Edward Ermold (1852-1936) began as a machinist at 276 Third St., New York, in 1881. The company manufactured labelling, bottle corking and packaging machinery. (See 1928 ad for Edward Ermold.)

In 1896 Edward Ermold, machinist, age 44, applied for passport, in which he stated that he was born 4 Sept. 1852 in Göttingen, Germany, that he emigrated to the U. S. on board the S.S. Perry sailing from Le Havre, France, 27 Aug. 1880, and that he became a naturalized citizen 19 Oct. 1886 in New York City. His naturalization petition filed 19 Oct. 1886 gave a slightly different arrival date - i. e., July 1879.

Ermold can be found in the U. S. Census reports of 1880, 1910 and 1920. In 1880 he was 27 years old and lived at 57 First Ave., Manhattan. Thirty years later (1910) he was 57 years old and lived at 320 W. 14th St. In 1920 he was 67 and lived at 225 W. 86th St. He died 11 May 1936. The death notice in the New York Times, 13 May 1936, read in part, "Ermold - Edward, on May 11, 1936, at his home, 225 West 86th St., beloved father of Mrs. Emma J. Guthrie. … Interment Woodlawn Cemetery." 225 W.86th St. is the address of a landmark apartment house known as the Belnord (Hiss & Weekes, 1908-09).

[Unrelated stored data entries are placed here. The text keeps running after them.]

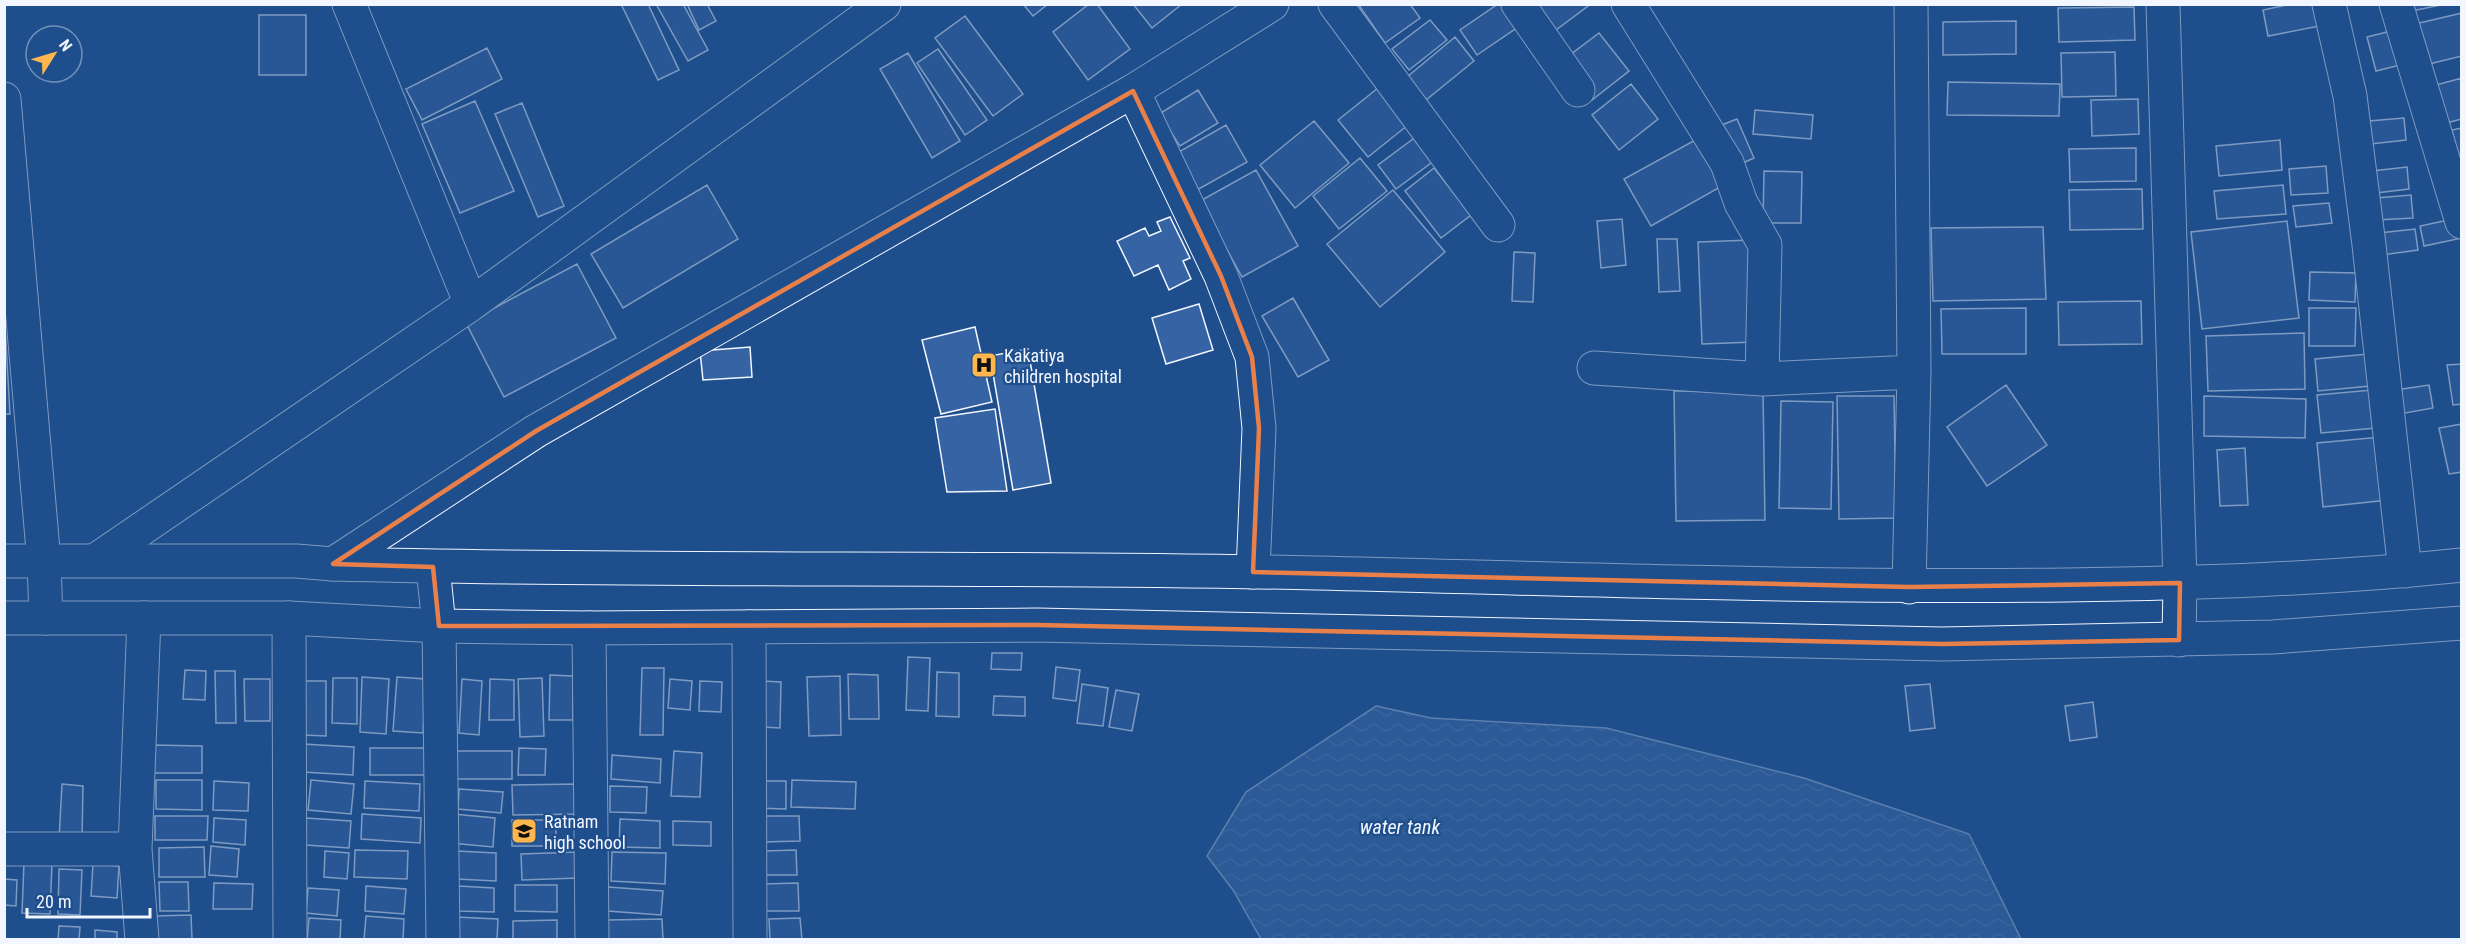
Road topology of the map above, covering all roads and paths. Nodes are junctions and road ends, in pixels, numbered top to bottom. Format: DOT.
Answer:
graph roads {
  1 [pos="349,4"];
  2 [pos="885,4"];
  3 [pos="1272,4"];
  4 [pos="1335,4"];
  5 [pos="1518,4"];
  6 [pos="1628,4"];
  7 [pos="1911,4"];
  8 [pos="2163,4"];
  9 [pos="2329,4"];
  10 [pos="2396,4"];
  11 [pos="1578,90"];
  12 [pos="1133,91"];
  13 [pos="4,99"];
  14 [pos="2462,222"];
  15 [pos="1498,225"];
  16 [pos="471,304"];
  17 [pos="1594,368"];
  18 [pos="1914,372"];
  19 [pos="1761,379"];
  20 [pos="96,560"];
  21 [pos="4,561"];
  22 [pos="44,562"];
  23 [pos="333,564"];
  24 [pos="2462,565"];
  25 [pos="433,567"];
  26 [pos="2405,571"];
  27 [pos="1253,572"];
  28 [pos="2180,583"];
  29 [pos="1908,587"];
  30 [pos="4,618"];
  31 [pos="46,618"];
  32 [pos="144,618"];
  33 [pos="289,618"];
  34 [pos="2462,623"];
  35 [pos="439,626"];
  36 [pos="589,627"];
  37 [pos="749,627"];
  38 [pos="2179,640"];
  39 [pos="4,849"];
  40 [pos="135,849"];
  41 [pos="142,939"];
  42 [pos="290,939"];
  43 [pos="443,939"];
  44 [pos="592,939"];
  45 [pos="750,939"];
  1 -- 16 [label="street"];
  2 -- 16 [label="street"];
  3 -- 12 [label="street"];
  4 -- 15 [label="street"];
  5 -- 11 [label="street"];
  6 -- 19 [label="street"];
  7 -- 18 [label="street"];
  8 -- 28 [label="street"];
  9 -- 26 [label="street"];
  10 -- 14 [label="street"];
  12 -- 23 [label="street"];
  12 -- 27 [label="street"];
  13 -- 22 [label="street"];
  16 -- 20 [label="street"];
  17 -- 19 [label="street"];
  18 -- 19 [label="street"];
  18 -- 29 [label="street"];
  20 -- 22 [label="street"];
  20 -- 23 [label="street"];
  21 -- 22 [label="street"];
  22 -- 31 [label="street"];
  23 -- 25 [label="street"];
  24 -- 26 [label="street"];
  25 -- 27 [label="street"];
  25 -- 35 [label="street"];
  26 -- 28 [label="street"];
  27 -- 29 [label="street"];
  28 -- 29 [label="street"];
  28 -- 38 [label="street"];
  30 -- 31 [label="street"];
  31 -- 32 [label="street"];
  32 -- 33 [label="street"];
  32 -- 40 [label="street"];
  33 -- 35 [label="street"];
  33 -- 42 [label="street"];
  34 -- 38 [label="street"];
  35 -- 36 [label="street"];
  35 -- 43 [label="street"];
  36 -- 37 [label="street"];
  36 -- 44 [label="street"];
  37 -- 38 [label="street"];
  37 -- 45 [label="street"];
  39 -- 40 [label="street"];
  40 -- 41 [label="street"];
}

A story regarding his estate (New York Times, 31 Oct. 1936) read, "Edward Ermold, who died May 11, last, left $1,210,798 gross and $1,185,885 net, the appraisal showed yesterday. He owned securities worth $1,029,143. The residuary estate went to Emma J. Guthrie, daughter, of 315 West 105th Street and Elsie B. Bischoff, granddaughter, of Tenafly, N. J."

Between the years 1886 and the 1910s Edward Ermold secured several patents relating to bottle-corking machines, envelope machines and bottle-labeling machines. This figure illustrates a bottle corking machine patented 6 May 1890 (patent no. 427,258). A later patent was this one for a bottle labeling machine patented 16 April 1912 (patent no. 1,023,143)

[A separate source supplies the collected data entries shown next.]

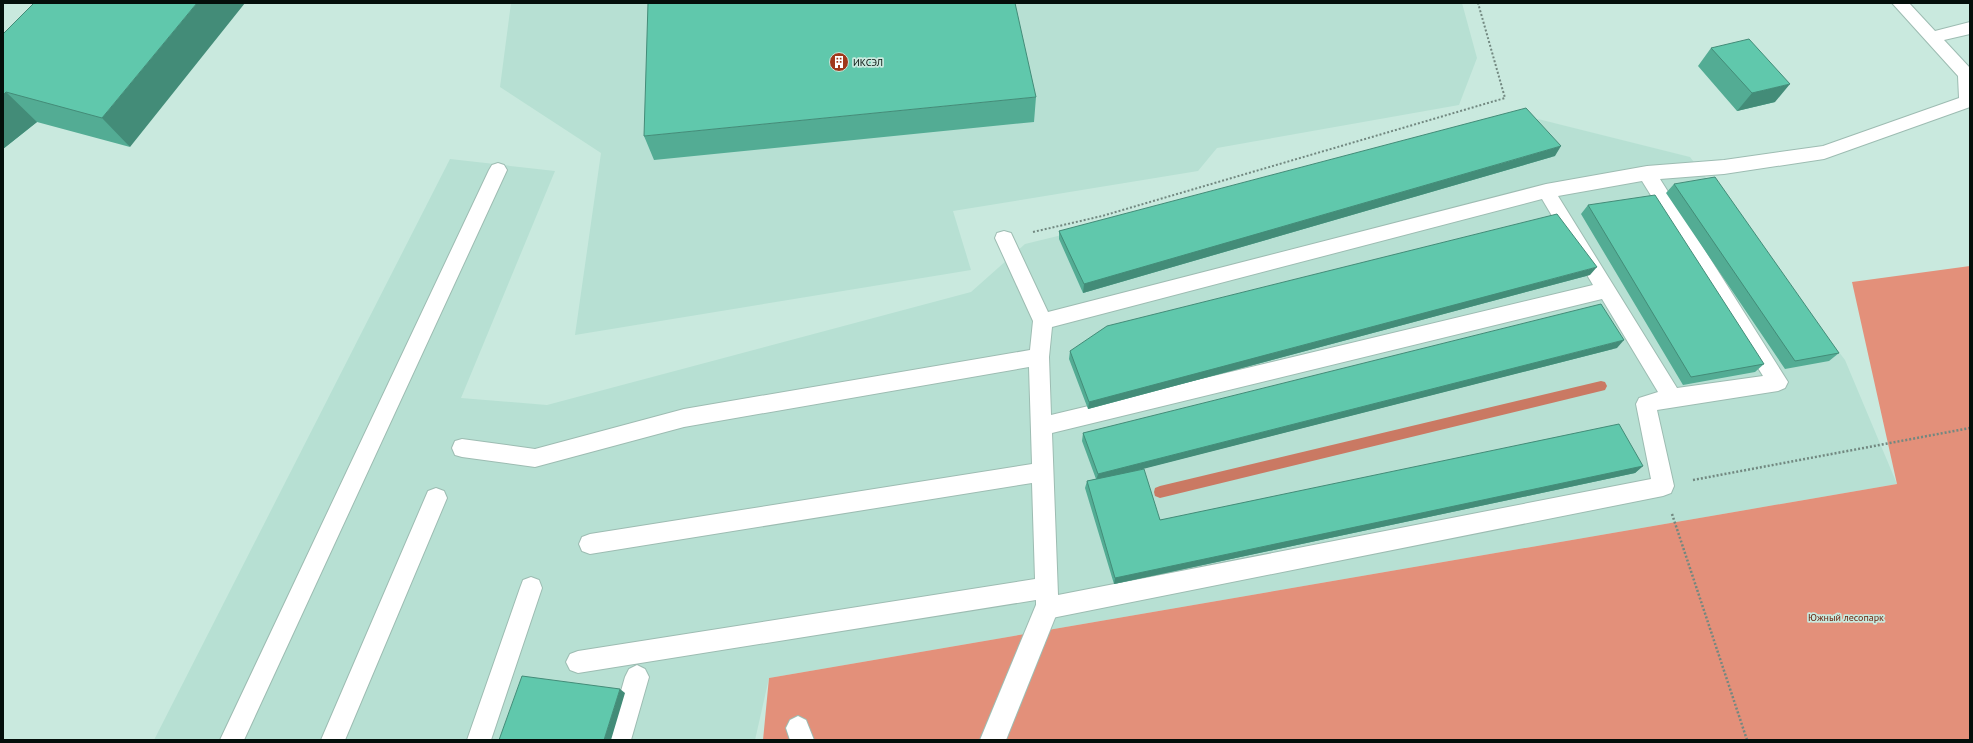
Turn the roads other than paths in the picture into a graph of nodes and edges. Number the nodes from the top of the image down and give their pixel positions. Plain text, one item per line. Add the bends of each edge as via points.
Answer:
1 (1900, 3) edge
2 (1970, 28) edge
3 (1932, 37) junction
4 (498, 170) dead end
5 (1647, 174) junction
6 (1546, 191) junction
7 (1004, 238) road end
8 (1606, 290) junction
9 (1043, 321) junction
10 (1039, 357) junction
11 (1672, 398) junction
12 (1041, 427) junction
13 (462, 448) dead end
14 (1043, 472) junction
15 (436, 498) dead end
16 (590, 544) dead end
17 (531, 588) dead end
18 (1046, 598) junction
19 (578, 662) dead end
20 (637, 677) dead end
21 (232, 740) edge
22 (333, 740) edge
23 (479, 740) edge
24 (619, 740) edge
25 (993, 740) edge

1 - 3 lane
2 - 3 lane
3 - 5 lane via 1966,74 1968,101 1824,152 1724,167
4 - 21 lane
5 - 6 lane
5 - 11 lane via 1778,382
6 - 8 lane
6 - 9 lane
7 - 9 lane
8 - 11 lane
8 - 12 lane
9 - 10 lane
10 - 12 lane
10 - 13 lane via 684,418 535,458
11 - 18 lane via 1646,404 1663,486
12 - 14 lane
14 - 16 lane
14 - 18 lane
15 - 22 lane
17 - 23 lane
18 - 19 lane
18 - 25 street
20 - 24 lane

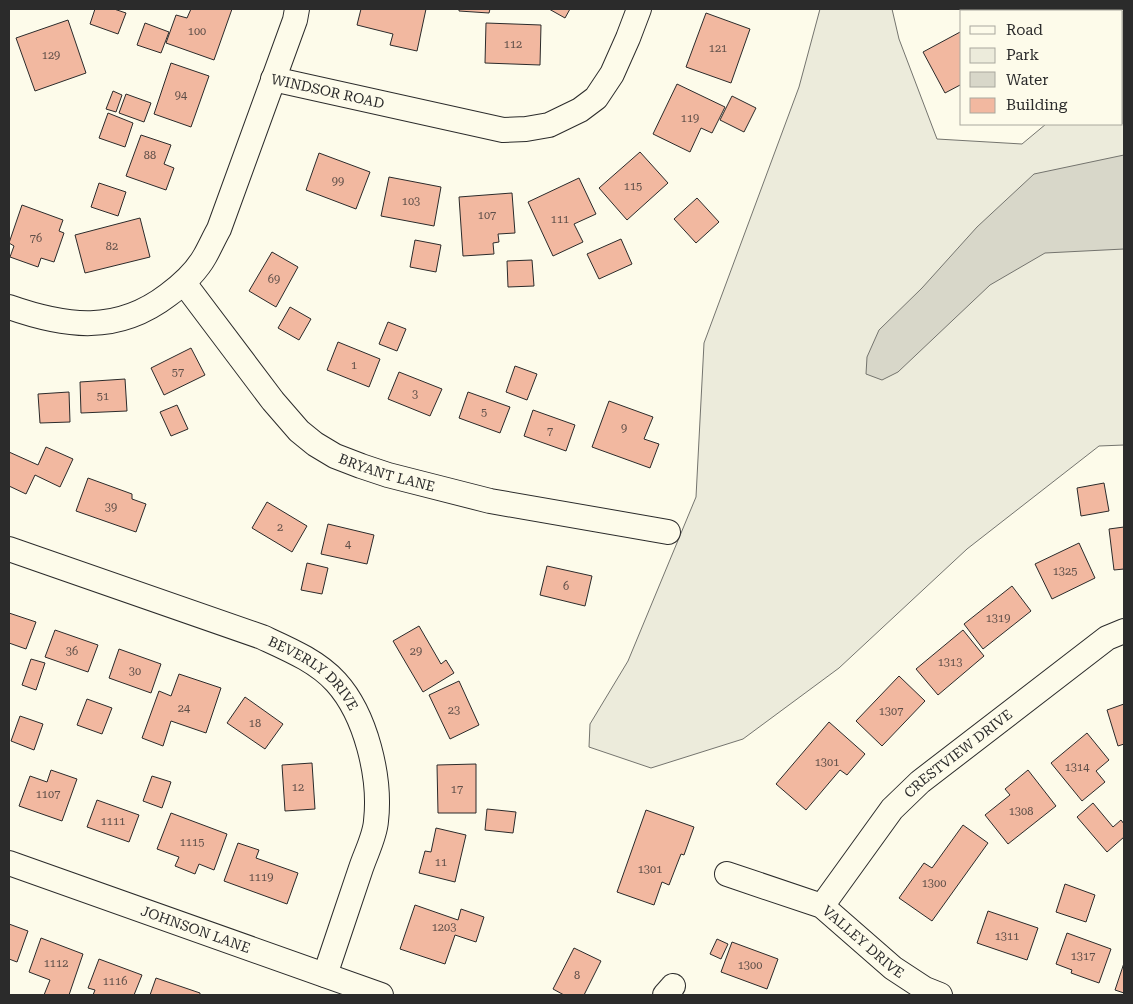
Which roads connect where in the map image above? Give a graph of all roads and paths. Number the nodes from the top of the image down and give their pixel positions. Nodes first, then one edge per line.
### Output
1 (297, 9) edge
2 (639, 9) edge
3 (273, 79) junction
4 (184, 283) junction
5 (9, 307) edge
6 (668, 532) dead end
7 (9, 549) edge
8 (1124, 630) edge
9 (9, 863) edge
10 (727, 874) dead end
11 (822, 906) junction
12 (325, 976) junction
13 (381, 995) edge
14 (940, 995) edge

1 - 3 street
2 - 3 street, WINDSOR ROAD
3 - 4 street, WINDSOR ROAD
4 - 5 street, WINDSOR ROAD
4 - 6 street, BRYANT LANE
7 - 12 street, BEVERLY DRIVE
8 - 11 street, CRESTVIEW DRIVE
9 - 12 street, JOHNSON LANE
10 - 11 street, VALLEY DRIVE
11 - 14 street, VALLEY DRIVE
12 - 13 street, JOHNSON LANE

This ad for Edward Ermold advertised "Self-Gumming Envelope Folding Machines."

This ad for Edward Ermold appeared in a publication called Pure Products, Vol. III, 1907. They seem to have been making machinery that added labels to the bottles for several major breweries.

Edward Ermold Company was located here at 652 Hudson St. at the corners of Gansevoort and 13th Streets from 1892 until the early 1950's. Recent renovations of this building removed these signs in late 2001.